You are viewing a plain text version of this content. The canonical link for it is here.
Posted to user@hbase.apache.org by "Pamecha, Abhishek" <ap...@x.com> on 2012/08/29 01:11:28 UTC

sorting by value

Hi

I probably know the usual answer but are there any tricks to do some sort of sort by value in HBase. The only option I know is to somehow embed value in the key part. The value is not a timestamp but a normal number.

I want to find out, say, top 10 from a range of columns. The range could be millions of columns. The range is dynamic for the most part.

Any pointers?

Thanks,
Abhishek


Re: sorting by value

Posted by "Pamecha, Abhishek" <ap...@x.com>.
Thanks St.Ack and Tom.  Yes I too kinda came up with a similar scheme -- To store the rank as part of the key. Where it broke down for me was for say, k-dimensional   data where ranks are stored for dimension A but the query requires sorting by dimension b. 

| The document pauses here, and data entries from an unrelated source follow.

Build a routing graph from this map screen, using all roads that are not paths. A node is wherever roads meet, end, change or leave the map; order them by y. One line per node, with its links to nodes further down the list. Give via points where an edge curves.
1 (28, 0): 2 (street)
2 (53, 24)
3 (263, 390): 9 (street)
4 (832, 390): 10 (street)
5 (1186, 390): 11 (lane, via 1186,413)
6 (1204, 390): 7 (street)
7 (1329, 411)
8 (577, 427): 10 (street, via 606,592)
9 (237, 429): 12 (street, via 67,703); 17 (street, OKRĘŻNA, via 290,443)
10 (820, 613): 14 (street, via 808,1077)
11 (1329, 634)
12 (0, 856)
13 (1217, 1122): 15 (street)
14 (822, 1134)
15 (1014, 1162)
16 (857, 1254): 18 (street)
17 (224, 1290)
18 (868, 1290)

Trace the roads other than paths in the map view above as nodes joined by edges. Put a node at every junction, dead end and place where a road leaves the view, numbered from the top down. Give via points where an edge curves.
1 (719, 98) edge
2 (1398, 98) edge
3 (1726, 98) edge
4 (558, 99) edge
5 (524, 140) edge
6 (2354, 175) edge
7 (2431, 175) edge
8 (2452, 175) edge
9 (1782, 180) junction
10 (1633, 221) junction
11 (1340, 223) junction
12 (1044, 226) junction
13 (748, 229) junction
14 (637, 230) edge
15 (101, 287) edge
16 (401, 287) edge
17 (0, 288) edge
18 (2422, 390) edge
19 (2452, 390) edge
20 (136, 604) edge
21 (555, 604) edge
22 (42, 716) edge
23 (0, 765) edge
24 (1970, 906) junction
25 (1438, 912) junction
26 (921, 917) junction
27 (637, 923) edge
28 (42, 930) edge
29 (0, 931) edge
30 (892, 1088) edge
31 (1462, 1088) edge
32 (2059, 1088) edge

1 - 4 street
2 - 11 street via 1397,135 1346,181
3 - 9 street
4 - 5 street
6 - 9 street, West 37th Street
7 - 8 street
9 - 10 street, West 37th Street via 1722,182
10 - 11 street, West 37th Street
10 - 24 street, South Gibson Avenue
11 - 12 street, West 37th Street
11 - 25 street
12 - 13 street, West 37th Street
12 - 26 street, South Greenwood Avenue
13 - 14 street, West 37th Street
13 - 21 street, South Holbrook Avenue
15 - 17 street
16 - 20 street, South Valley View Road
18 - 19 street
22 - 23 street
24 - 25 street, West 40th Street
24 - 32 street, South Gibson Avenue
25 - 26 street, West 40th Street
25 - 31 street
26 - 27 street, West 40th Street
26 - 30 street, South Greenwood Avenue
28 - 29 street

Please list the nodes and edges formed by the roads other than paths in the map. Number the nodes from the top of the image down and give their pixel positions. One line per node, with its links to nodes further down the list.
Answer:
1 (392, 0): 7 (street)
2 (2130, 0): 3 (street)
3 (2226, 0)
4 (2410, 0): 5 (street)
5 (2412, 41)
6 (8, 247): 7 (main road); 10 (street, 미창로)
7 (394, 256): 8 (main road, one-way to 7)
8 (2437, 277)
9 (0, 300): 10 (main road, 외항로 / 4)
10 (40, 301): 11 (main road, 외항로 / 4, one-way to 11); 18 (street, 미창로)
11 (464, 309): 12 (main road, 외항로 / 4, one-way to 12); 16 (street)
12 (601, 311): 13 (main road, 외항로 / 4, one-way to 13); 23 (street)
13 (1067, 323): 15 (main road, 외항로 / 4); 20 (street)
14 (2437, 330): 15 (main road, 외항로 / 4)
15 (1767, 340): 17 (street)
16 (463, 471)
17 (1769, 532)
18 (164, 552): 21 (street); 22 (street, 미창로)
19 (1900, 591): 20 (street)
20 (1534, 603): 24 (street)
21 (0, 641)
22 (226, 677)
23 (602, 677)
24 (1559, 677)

For now I have to settle with predetermined dimensions on which to sort. Whereas my ideal requirement is to pick top-N of  all points in an arbitrary hyper plane in a k - dimensional space. 

Thanks
Abhishek


i Sent from my iPad with iMstakes 

On Aug 30, 2012, at 23:14, "Tom Brown" <to...@gmail.com> wrote:

> We do numerical sorting within some of our tables.  We put the numerical
> values as fixed length byte arrays within the keys (and flipped the sign
> bit so negative values are lexigraphically lower than positive values)
> 
> Of course, it's still part of the key so that technique doesn't work for
> everyone, but it does allow us to do some limited sorting.
> 
> --Tom
> 
> On Thursday, August 30, 2012, Stack wrote:
> 
>> On Tue, Aug 28, 2012 at 4:11 PM, Pamecha, Abhishek <apamecha@x.com<javascript:;>>
>> wrote:
>>> Hi
>>> 
>>> I probably know the usual answer but are there any tricks to do some
>> sort of sort by value in HBase. The only option I know is to somehow embed
>> value in the key part. The value is not a timestamp but a normal number.
>>> 
>>> I want to find out, say, top 10 from a range of columns. The range could
>> be millions of columns. The range is dynamic for the most part.
>>> 
>>> Any pointers?
>>> 
>> 
>> 
>> HBase sorts by rows and then within a row by column family, column
>> qualifier, type, then timestamp.  You cannot have it natively sort
>> values for you, not unless you make the values be rows and/or columns
>> in another, separate table.
>> 
>> St.Ack
>> 

Re: sorting by value

Posted by "Pamecha, Abhishek" <ap...@x.com>.
Btw, liked the bit flipping for negative values. It didn't occur to me right off, it would be a problem 

i Sent from my iPad with iMstakes 

On Aug 30, 2012, at 23:14, "Tom Brown" <to...@gmail.com> wrote:

> We do numerical sorting within some of our tables.  We put the numerical
> values as fixed length byte arrays within the keys (and flipped the sign
> bit so negative values are lexigraphically lower than positive values)
> 
> Of course, it's still part of the key so that technique doesn't work for
> everyone, but it does allow us to do some limited sorting.
> 
> --Tom
> 
> On Thursday, August 30, 2012, Stack wrote:
> 
>> On Tue, Aug 28, 2012 at 4:11 PM, Pamecha, Abhishek <apamecha@x.com<javascript:;>>
>> wrote:
>>> Hi
>>> 
>>> I probably know the usual answer but are there any tricks to do some
>> sort of sort by value in HBase. The only option I know is to somehow embed
>> value in the key part. The value is not a timestamp but a normal number.
>>> 
>>> I want to find out, say, top 10 from a range of columns. The range could
>> be millions of columns. The range is dynamic for the most part.
>>> 
>>> Any pointers?
>>> 
>> 
>> 
>> HBase sorts by rows and then within a row by column family, column
>> qualifier, type, then timestamp.  You cannot have it natively sort
>> values for you, not unless you make the values be rows and/or columns
>> in another, separate table.
>> 
>> St.Ack
>> 

Re: sorting by value

Posted by Tom Brown <to...@gmail.com>.
We do numerical sorting within some of our tables.  We put the numerical
values as fixed length byte arrays within the keys (and flipped the sign
bit so negative values are lexigraphically lower than positive values)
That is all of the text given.